This is FRESH AIR. Our critic-at-large John Powers has a review of a new book he says wowed him right from the start. It's called "Her Body And Other Parties." It's the first collection of short stories by Carmen Maria Machado. The book was recently named one of the five finalists for the National Book Award in fiction.

JOHN POWERS, BYLINE: Whenever I open a new work of fiction, I'm not looking for the stuff that we critics talk about - you know, a dazzling prose style or a big, important theme. What I want most is to be grabbed by a fresh and compelling way of seeing the world, to encounter a voice that makes me think, I can't wait to spend my day with this person.

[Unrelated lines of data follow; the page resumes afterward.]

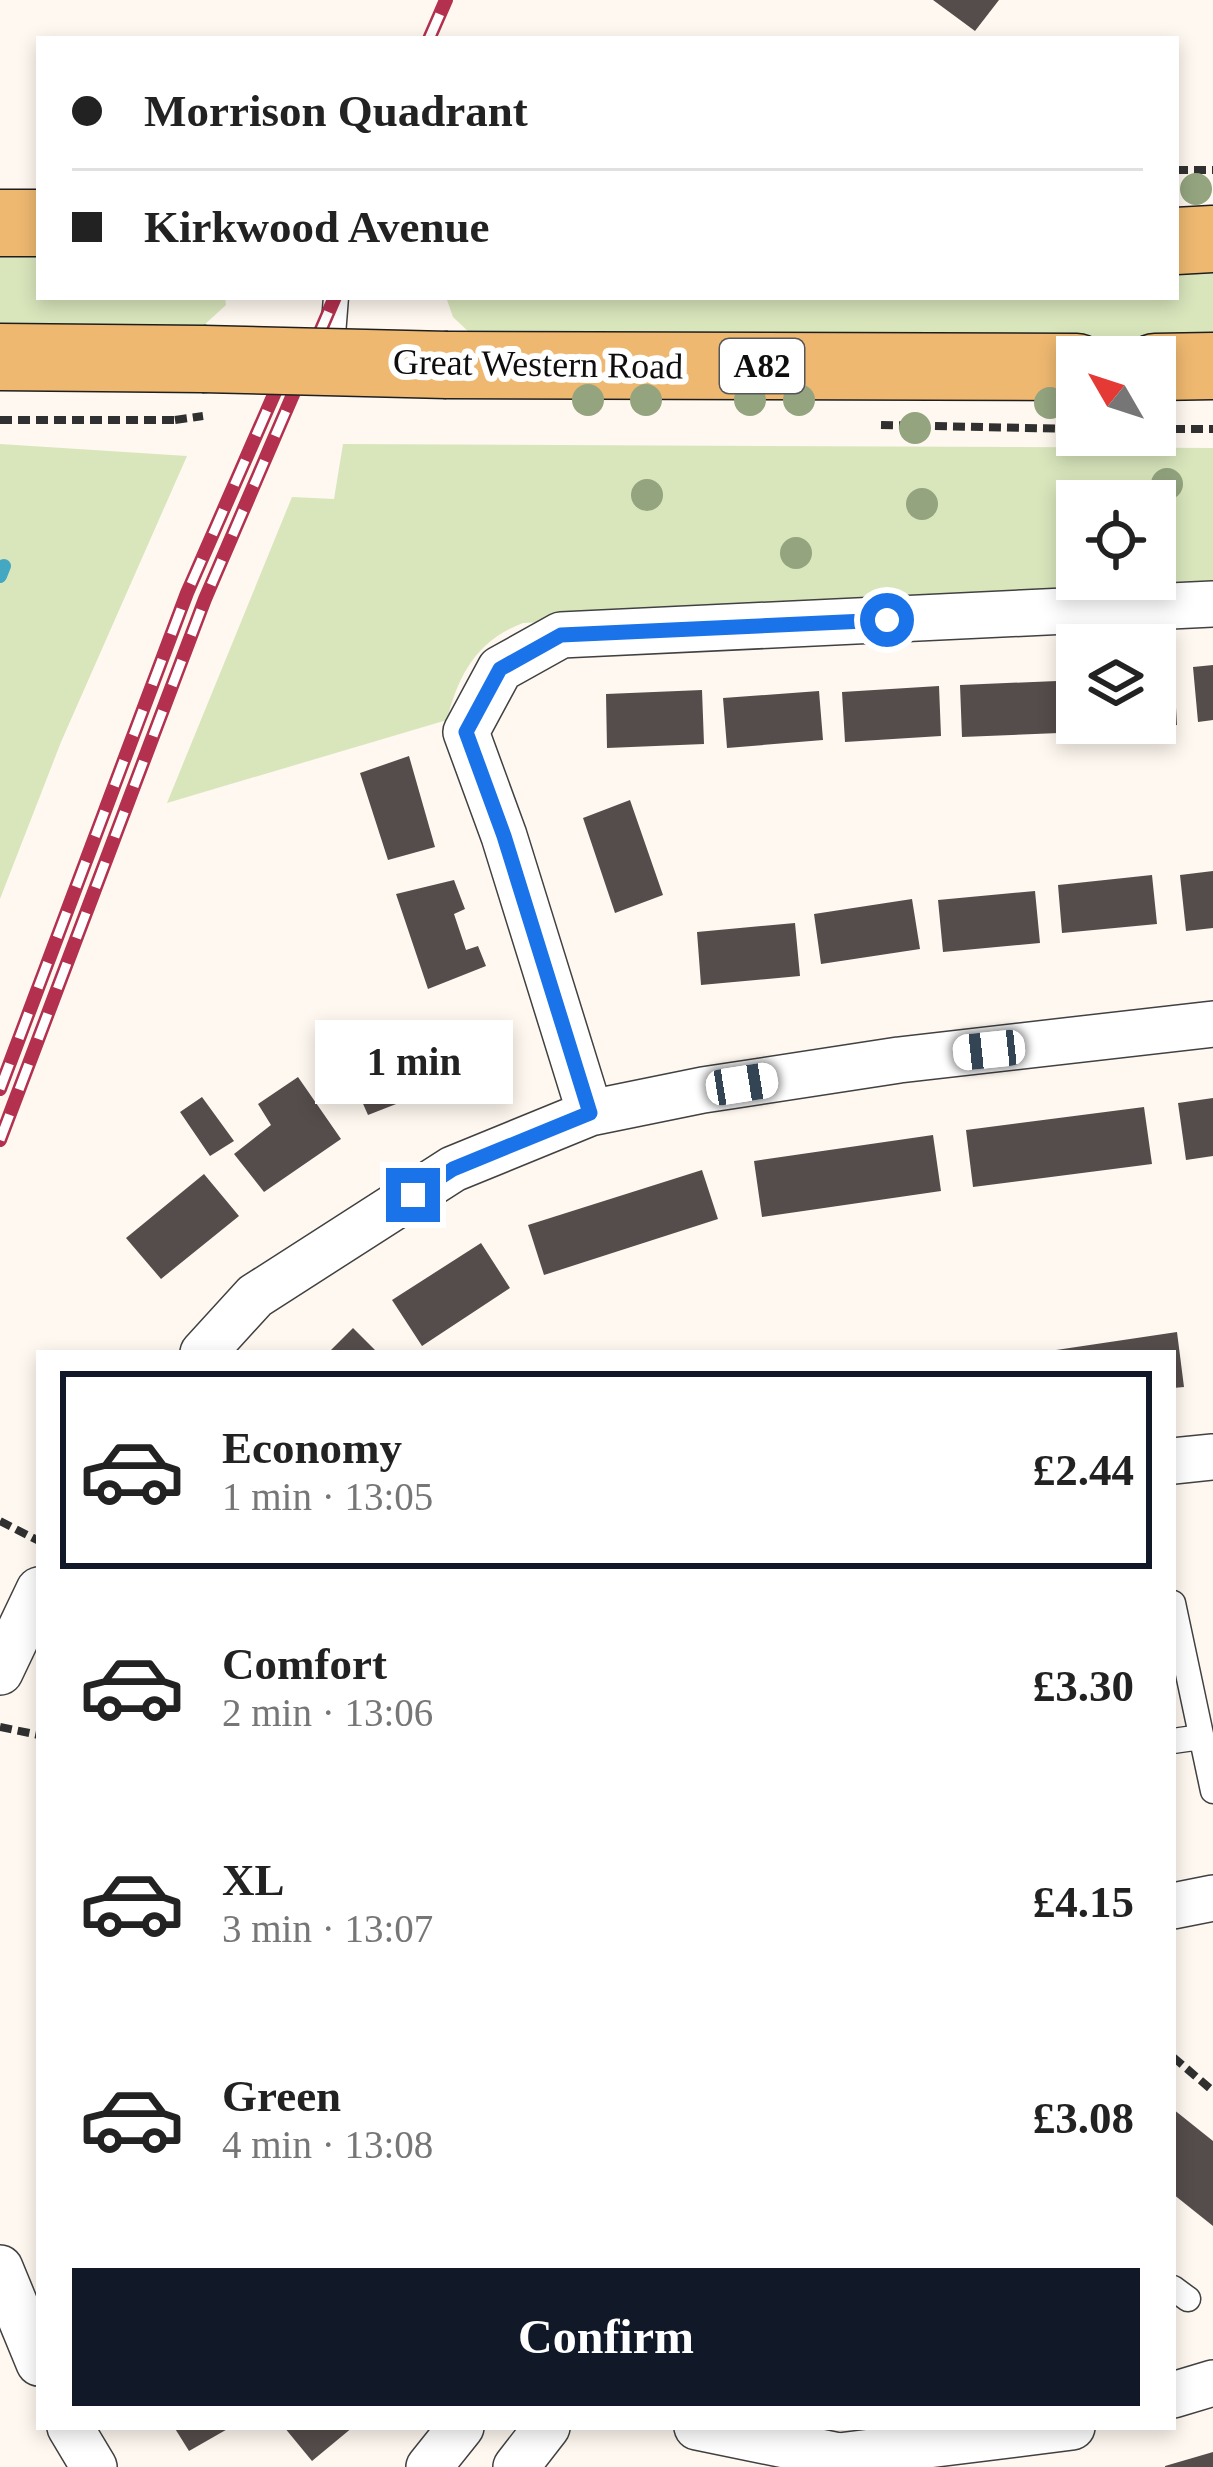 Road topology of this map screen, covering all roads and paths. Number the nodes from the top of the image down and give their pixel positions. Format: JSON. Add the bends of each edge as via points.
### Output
{"nodes":[{"id":1,"x":1179,"y":170,"type":"edge"},
{"id":2,"x":1213,"y":170,"type":"edge"},
{"id":3,"x":0,"y":223,"type":"edge"},
{"id":4,"x":36,"y":223,"type":"edge"},
{"id":5,"x":1213,"y":239,"type":"edge"},
{"id":6,"x":1179,"y":241,"type":"edge"},
{"id":7,"x":336,"y":300,"type":"edge"},
{"id":8,"x":0,"y":357,"type":"edge"},
{"id":9,"x":331,"y":361,"type":"junction"},
{"id":10,"x":1213,"y":366,"type":"edge"},
{"id":11,"x":1056,"y":367,"type":"edge"},
{"id":12,"x":1176,"y":367,"type":"edge"},
{"id":13,"x":0,"y":419,"type":"edge"},
{"id":14,"x":175,"y":419,"type":"dead end"},
{"id":15,"x":1176,"y":429,"type":"edge"},
{"id":16,"x":1213,"y":429,"type":"edge"},
{"id":17,"x":1213,"y":604,"type":"edge"},
{"id":18,"x":1213,"y":1024,"type":"edge"},
{"id":19,"x":590,"y":1113,"type":"junction"},
{"id":20,"x":206,"y":1350,"type":"edge"},
{"id":21,"x":1213,"y":1457,"type":"edge"},
{"id":22,"x":1176,"y":1461,"type":"edge"},
{"id":23,"x":0,"y":1521,"type":"edge"},
{"id":24,"x":36,"y":1539,"type":"edge"},
{"id":25,"x":36,"y":1600,"type":"edge"},
{"id":26,"x":1176,"y":1617,"type":"edge"},
{"id":27,"x":0,"y":1672,"type":"edge"},
{"id":28,"x":0,"y":1727,"type":"edge"},
{"id":29,"x":36,"y":1734,"type":"edge"},
{"id":30,"x":1202,"y":1737,"type":"junction"},
{"id":31,"x":1176,"y":1741,"type":"edge"},
{"id":32,"x":1213,"y":1792,"type":"edge"},
{"id":33,"x":1213,"y":1898,"type":"edge"},
{"id":34,"x":1176,"y":1905,"type":"edge"},
{"id":35,"x":1176,"y":2060,"type":"edge"},
{"id":36,"x":1213,"y":2091,"type":"edge"},
{"id":37,"x":0,"y":2268,"type":"edge"},
{"id":38,"x":36,"y":2356,"type":"edge"},
{"id":39,"x":1213,"y":2383,"type":"edge"},
{"id":40,"x":1176,"y":2395,"type":"edge"},
{"id":41,"x":72,"y":2430,"type":"edge"},
{"id":42,"x":459,"y":2430,"type":"edge"},
{"id":43,"x":546,"y":2430,"type":"edge"},
{"id":44,"x":730,"y":2430,"type":"edge"},
{"id":45,"x":1024,"y":2430,"type":"edge"},
{"id":46,"x":849,"y":2441,"type":"edge"},
{"id":47,"x":94,"y":2467,"type":"edge"},
{"id":48,"x":429,"y":2467,"type":"edge"},
{"id":49,"x":516,"y":2467,"type":"edge"}],
"edges":[{"from":1,"to":2,"type":"path"},
{"from":3,"to":4,"type":"main road"},
{"from":5,"to":6,"type":"main road"},
{"from":7,"to":9,"type":"lane"},
{"from":8,"to":9,"type":"main road","name":"Great Western Road","number":"A82","bridge":true},
{"from":9,"to":11,"type":"main road","name":"Great Western Road","number":"A82","bridge":true},
{"from":10,"to":12,"type":"main road"},
{"from":13,"to":14,"type":"path"},
{"from":15,"to":16,"type":"path"},
{"from":17,"to":19,"type":"street","via":[[561,635],[500,669],[466,732]]},
{"from":18,"to":19,"type":"street","via":[[899,1060]]},
{"from":19,"to":20,"type":"street","via":[[453,1169],[256,1296]]},
{"from":21,"to":22,"type":"street"},
{"from":23,"to":24,"type":"path"},
{"from":25,"to":27,"type":"street"},
{"from":26,"to":30,"type":"lane"},
{"from":28,"to":29,"type":"path"},
{"from":30,"to":31,"type":"lane"},
{"from":30,"to":32,"type":"lane"},
{"from":33,"to":34,"type":"street"},
{"from":35,"to":36,"type":"path"},
{"from":37,"to":38,"type":"street"},
{"from":39,"to":40,"type":"street"},
{"from":41,"to":47,"type":"street"},
{"from":42,"to":48,"type":"street"},
{"from":43,"to":49,"type":"street"},
{"from":44,"to":46,"type":"street"},
{"from":45,"to":46,"type":"street"}]}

That happened to me with "Her Body And Other Parties," a first collection of stories by Carmen Maria Machado, an extraordinary young writer about whom I know very little. I know she's 31. I know she lives with her wife in Philadelphia, and I know she's a true original, cross-pollinating fairy tales, horror movies, TV shows and a terrific sense of humor.

Her work reminds me at different times of such wildly divergent figures as David Lynch, Jane Campion, Maggie Nelson and Grace Paley, which is a way of saying Machado sounds like nobody but herself. The eight stories here are all about women in extremis - physical danger, psychological meltdown, treacherous love or close encounters of a ghostly kind.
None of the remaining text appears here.